**Instructions for the task:** Only the lines of the data holding the string "Mpanza" need to be returned.

**Excerpted records:**
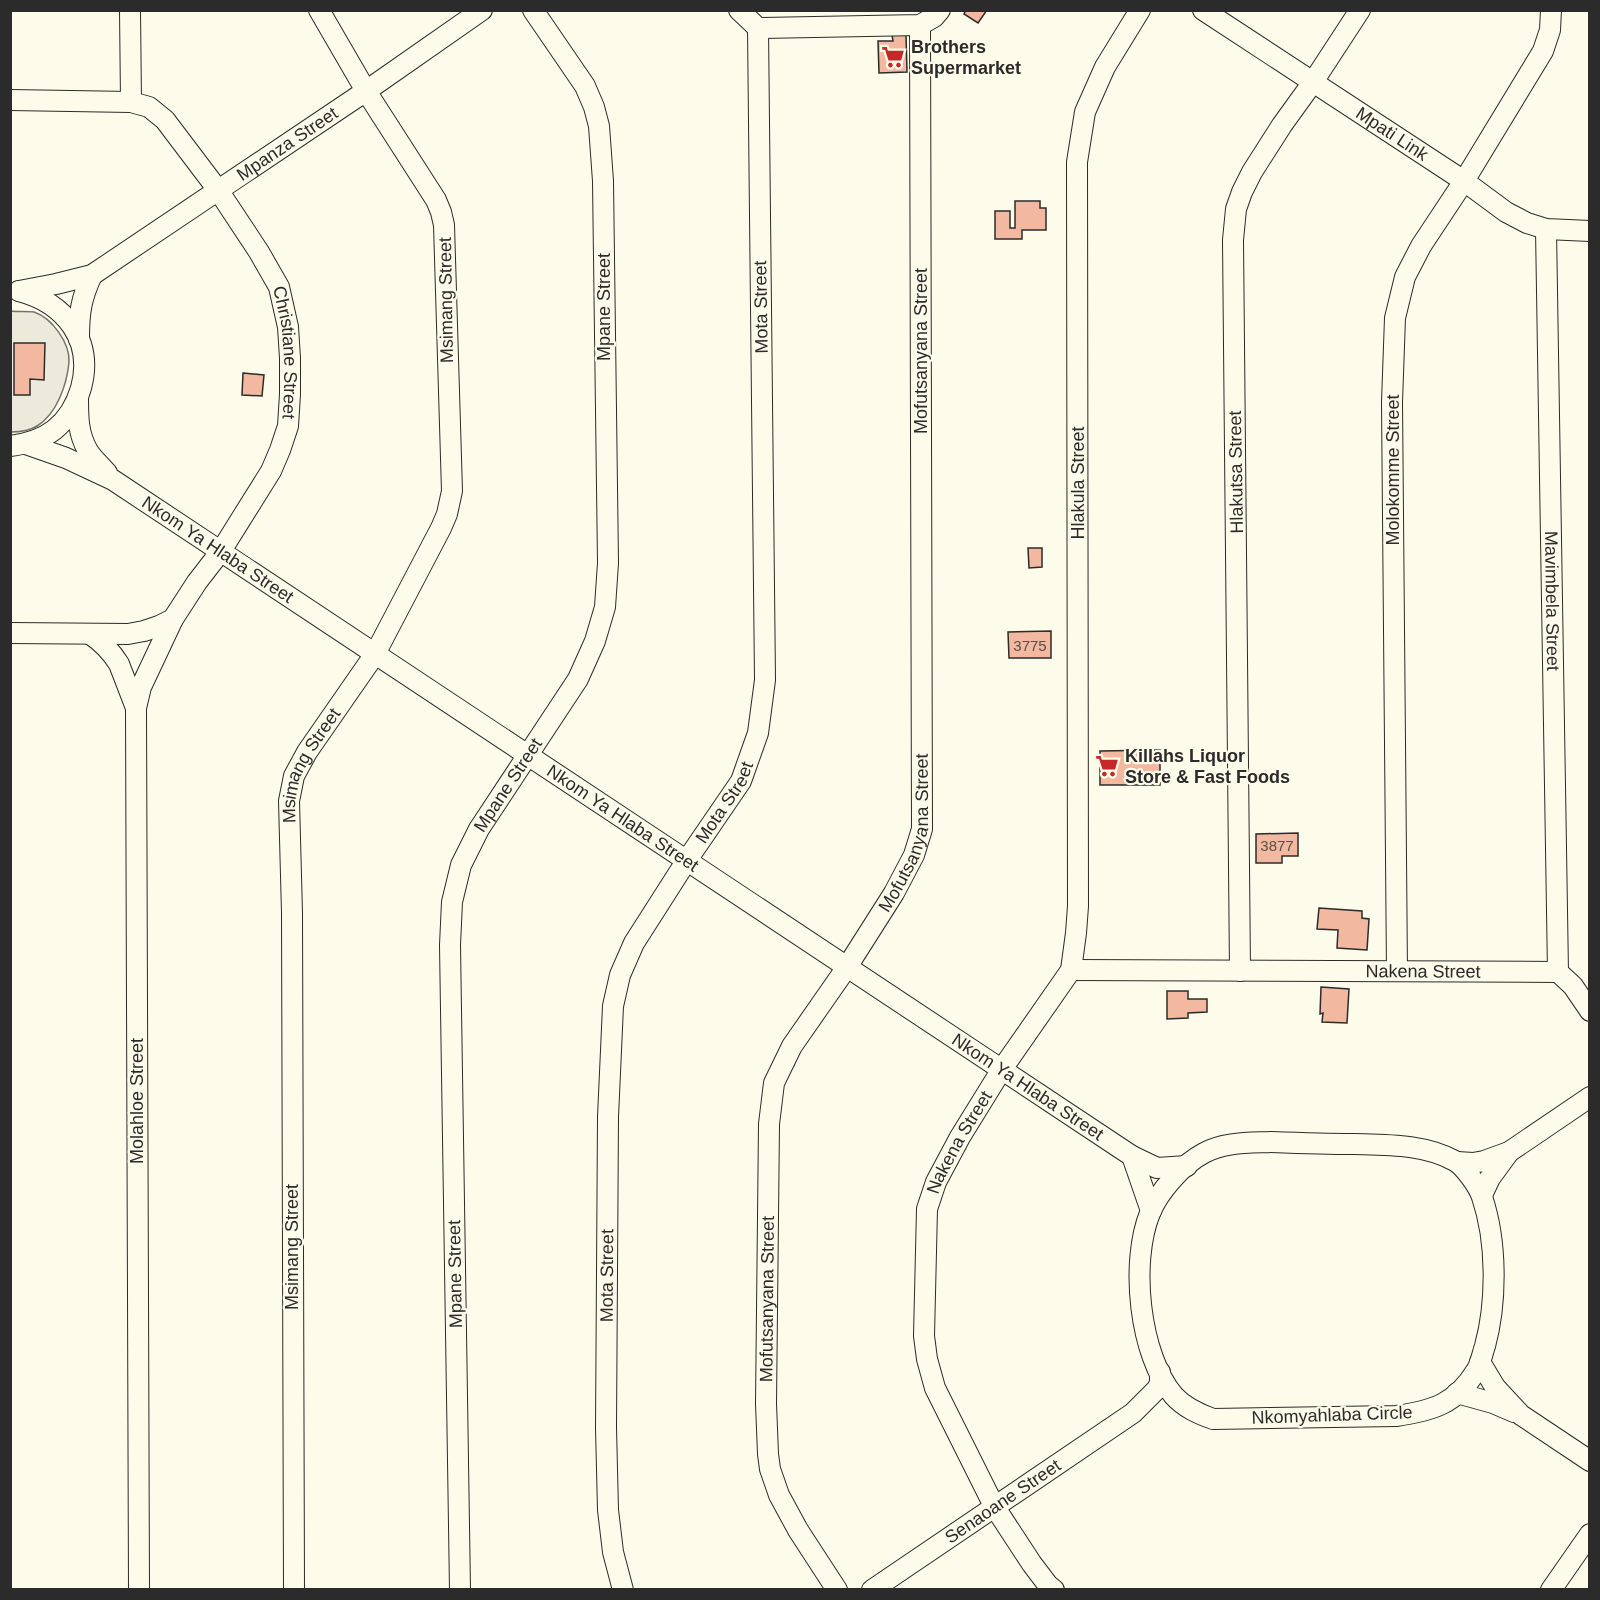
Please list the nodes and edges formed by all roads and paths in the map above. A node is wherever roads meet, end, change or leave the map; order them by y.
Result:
1 (130, 10) edge
2 (319, 10) edge
3 (482, 10) edge
4 (533, 10) edge
5 (739, 10) edge
6 (940, 10) edge
7 (1140, 10) edge
8 (1203, 10) edge
9 (1360, 10) edge
10 (1551, 10) edge
11 (920, 25) junction
12 (758, 28) junction
13 (1313, 82) junction
14 (366, 91) junction
15 (10, 100) edge
16 (131, 102) junction
17 (1464, 181) junction
18 (218, 190) junction
19 (1546, 229) junction
20 (1590, 231) edge
21 (92, 275) junction
22 (15, 290) edge
23 (80, 339) junction
24 (78, 397) junction
25 (18, 445) edge
26 (113, 480) junction
27 (221, 551) junction
28 (173, 619) junction
29 (10, 633) edge
30 (90, 634) junction
31 (375, 654) junction
32 (136, 708) junction
33 (528, 755) junction
34 (687, 860) junction
35 (847, 967) junction
36 (1071, 970) junction
37 (1240, 970) junction
38 (1397, 971) junction
39 (1558, 972) junction
40 (1590, 1011) edge
41 (1002, 1069) junction
42 (1590, 1097) edge
43 (1509, 1152) junction
44 (1132, 1156) junction
45 (1457, 1162) junction
46 (1187, 1166) junction
47 (1482, 1195) junction
48 (1151, 1211) junction
49 (1480, 1362) junction
50 (1160, 1372) junction
51 (1457, 1394) junction
52 (1184, 1405) junction
53 (1133, 1413) junction
54 (1521, 1414) junction
55 (1590, 1461) edge
56 (994, 1506) junction
57 (1590, 1534) edge
58 (139, 1590) edge
59 (294, 1590) edge
60 (460, 1590) edge
61 (623, 1590) edge
62 (837, 1590) edge
63 (872, 1590) edge
64 (1054, 1590) edge
65 (1551, 1590) edge

1 - 16 street
2 - 14 street, Msimang Street
3 - 14 street, Mpanza Street
4 - 33 street, Mpane Street
5 - 12 street
6 - 11 street
7 - 36 street, Hlakula Street
8 - 13 street, Mpati Link
9 - 13 street, Hlakutsa Street
10 - 17 street, Molokomme Street
11 - 12 street
11 - 35 street, Mofutsanyana Street
12 - 34 street, Mota Street
13 - 17 street, Mpati Link
13 - 37 street, Hlakutsa Street
14 - 18 street, Mpanza Street
14 - 31 street, Msimang Street
15 - 16 street, Christiane Street
16 - 18 street, Christiane Street
17 - 19 street, Mpati Link
17 - 38 street, Molokomme Street
18 - 21 street, Mpanza Street
18 - 27 street, Christiane Street
19 - 20 street, Mpati Link
19 - 39 street, Mavimbela Street
21 - 22 street, Mpanza Street
21 - 23 street
22 - 23 street
23 - 24 street
24 - 25 street
24 - 26 street, Nkom Ya Hlaba Street
25 - 26 street, Nkom Ya Hlaba Street
26 - 27 street, Nkom Ya Hlaba Street
27 - 28 street, Christiane Street
27 - 31 street, Nkom Ya Hlaba Street
28 - 30 street
28 - 32 street, Molahloe Street
29 - 30 street
30 - 32 street
31 - 33 street, Nkom Ya Hlaba Street
31 - 59 street, Msimang Street
32 - 58 street, Molahloe Street
33 - 34 street, Nkom Ya Hlaba Street
33 - 60 street, Mpane Street
34 - 35 street, Nkom Ya Hlaba Street
34 - 61 street, Mota Street
35 - 41 street, Nkom Ya Hlaba Street
35 - 62 street, Mofutsanyana Street
36 - 37 street, Nakena Street
36 - 41 street, Nakena Street
37 - 38 street, Nakena Street
38 - 39 street, Nakena Street
39 - 40 street
41 - 44 street, Nkom Ya Hlaba Street
41 - 56 street, Nakena Street
42 - 43 street
43 - 45 street
43 - 47 street
44 - 46 street, Nkom Ya Hlaba Street
44 - 48 street
45 - 46 street, Nkomyahlaba Circle
45 - 47 street, Nkomyahlaba Circle
46 - 48 street, Nkomyahlaba Circle
47 - 49 street, Nkomyahlaba Circle
48 - 50 street, Nkomyahlaba Circle
49 - 51 street, Nkomyahlaba Circle
49 - 54 street
50 - 52 street, Nkomyahlaba Circle
50 - 53 street, Senaoane Street
51 - 52 street, Nkomyahlaba Circle
51 - 54 street
52 - 53 street, Senaoane Street
53 - 56 street, Senaoane Street
54 - 55 street
56 - 63 street, Senaoane Street
56 - 64 street, Nakena Street
57 - 65 street

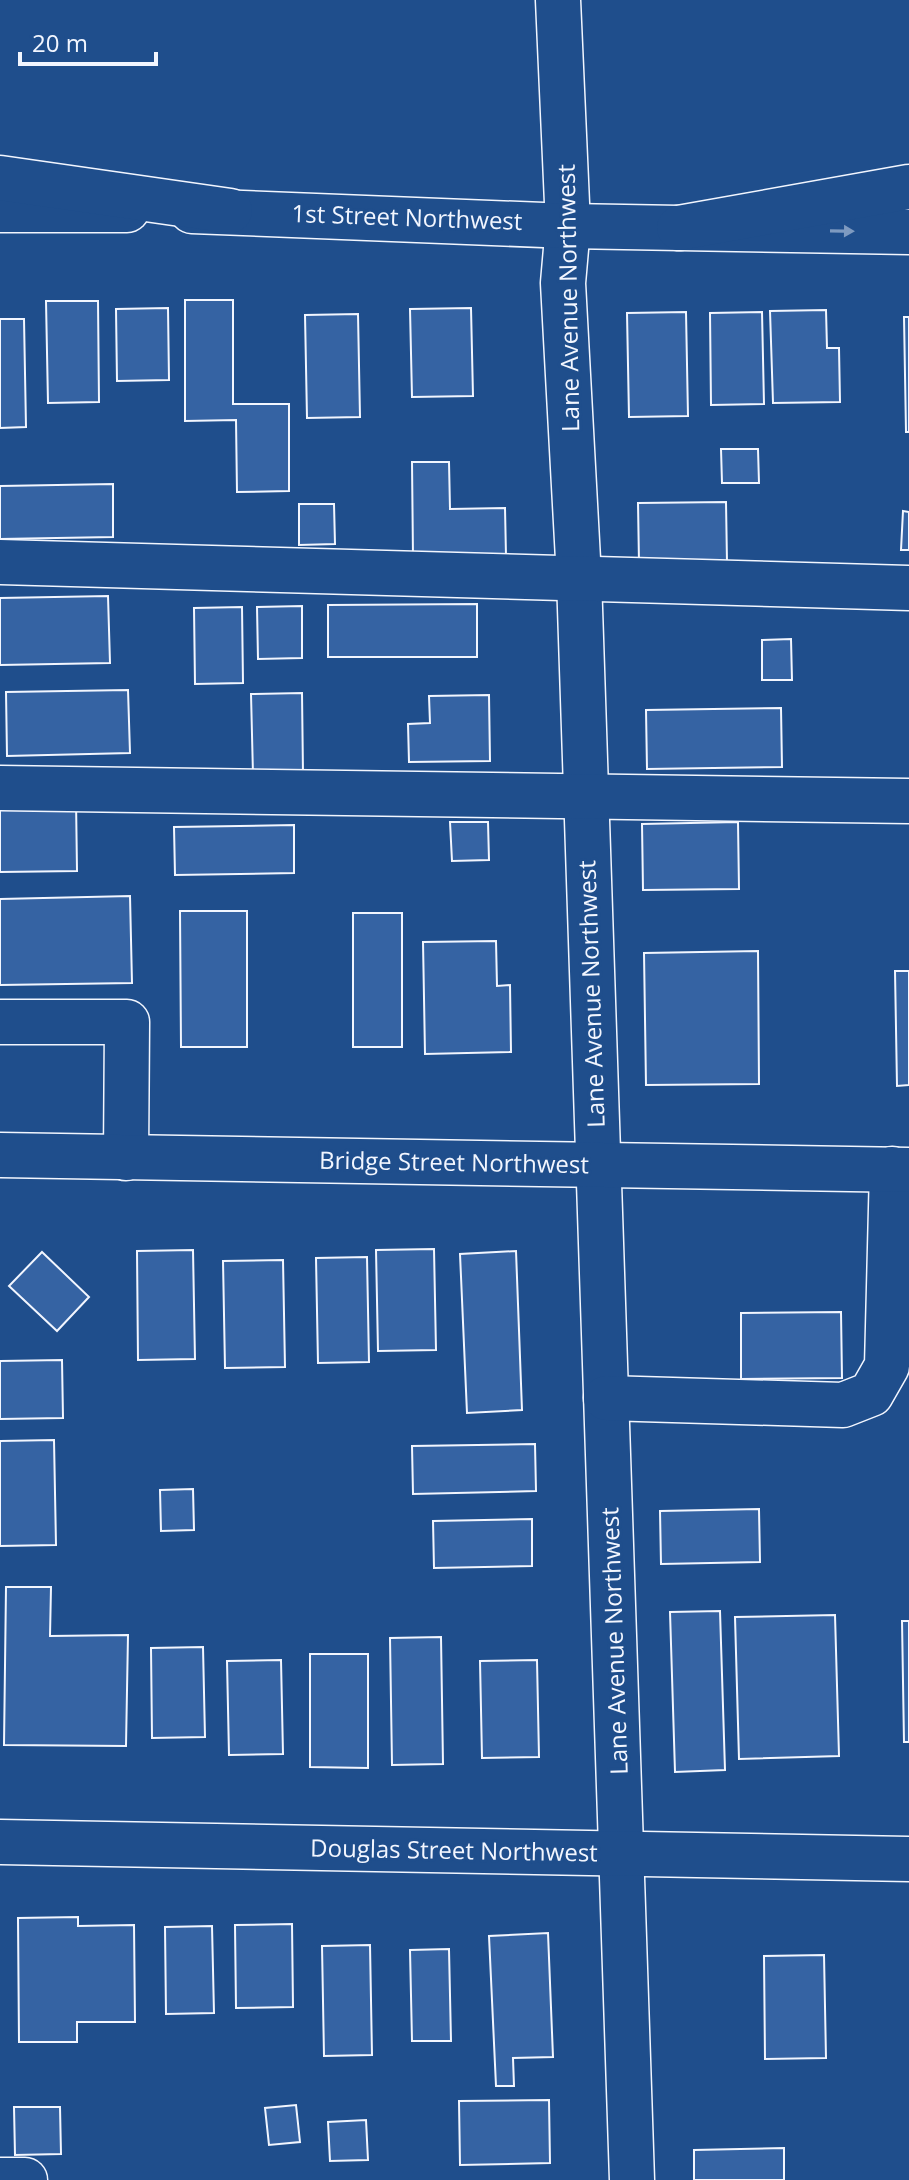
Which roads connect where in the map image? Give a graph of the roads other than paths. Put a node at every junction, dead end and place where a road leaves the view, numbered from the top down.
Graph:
1 (558, 0) edge
2 (0, 178) edge
3 (909, 187) edge
4 (0, 210) edge
5 (230, 211) junction
6 (568, 226) junction
7 (679, 228) junction
8 (909, 232) edge
9 (0, 562) edge
10 (579, 578) junction
11 (909, 588) edge
12 (0, 788) edge
13 (586, 796) junction
14 (909, 801) edge
15 (0, 1022) edge
16 (0, 1155) edge
17 (126, 1158) junction
18 (597, 1166) junction
19 (900, 1169) edge
20 (606, 1398) junction
21 (0, 1842) edge
22 (623, 1854) junction
23 (909, 1859) edge
24 (0, 2180) edge
25 (25, 2180) edge
26 (632, 2180) edge

1 - 6 main road, Lane Avenue Northwest
2 - 5 main road
3 - 7 main road
4 - 5 main road, 1st Street Northwest
5 - 6 main road, 1st Street Northwest
6 - 7 main road, 1st Street Northwest
6 - 10 main road, Lane Avenue Northwest
7 -> 8 main road, 1st Street Northwest
9 - 10 main road
10 - 11 main road
10 - 13 main road, Lane Avenue Northwest
12 - 13 main road
13 - 14 main road
13 - 18 main road, Lane Avenue Northwest
15 - 17 main road
16 - 17 main road, Bridge Street Northwest
17 - 18 main road, Bridge Street Northwest
18 - 19 main road, Bridge Street Northwest
18 - 20 main road, Lane Avenue Northwest
19 - 20 main road
20 - 22 main road, Lane Avenue Northwest
21 - 22 main road, Douglas Street Northwest
22 - 23 main road, Douglas Street Northwest
22 - 26 main road, Lane Avenue Northwest
24 - 25 main road

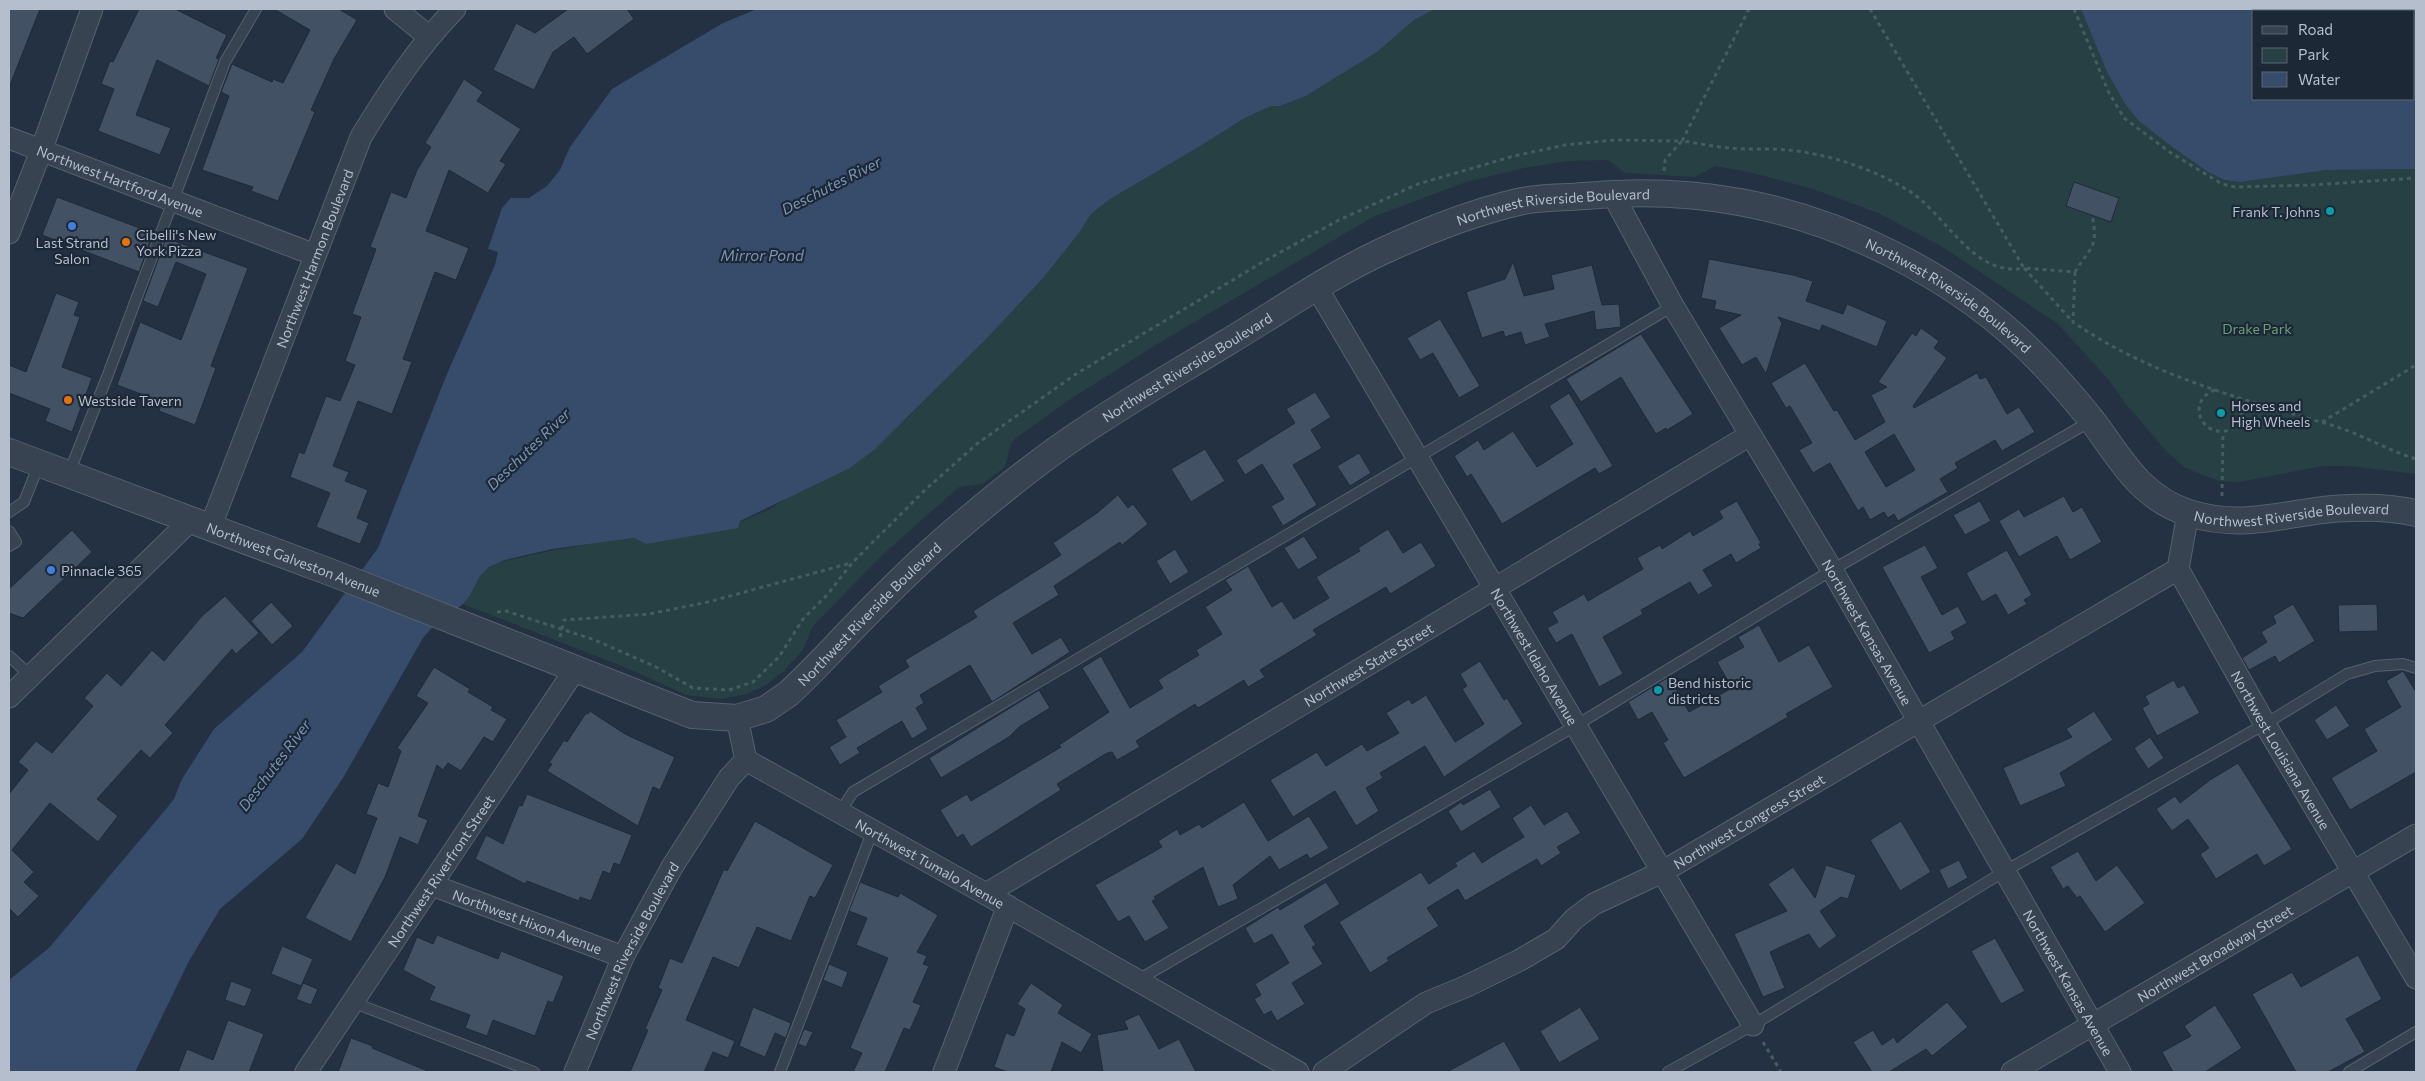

**Written solution:**
3 - 14 street, Mpanza Street
14 - 18 street, Mpanza Street
18 - 21 street, Mpanza Street
21 - 22 street, Mpanza Street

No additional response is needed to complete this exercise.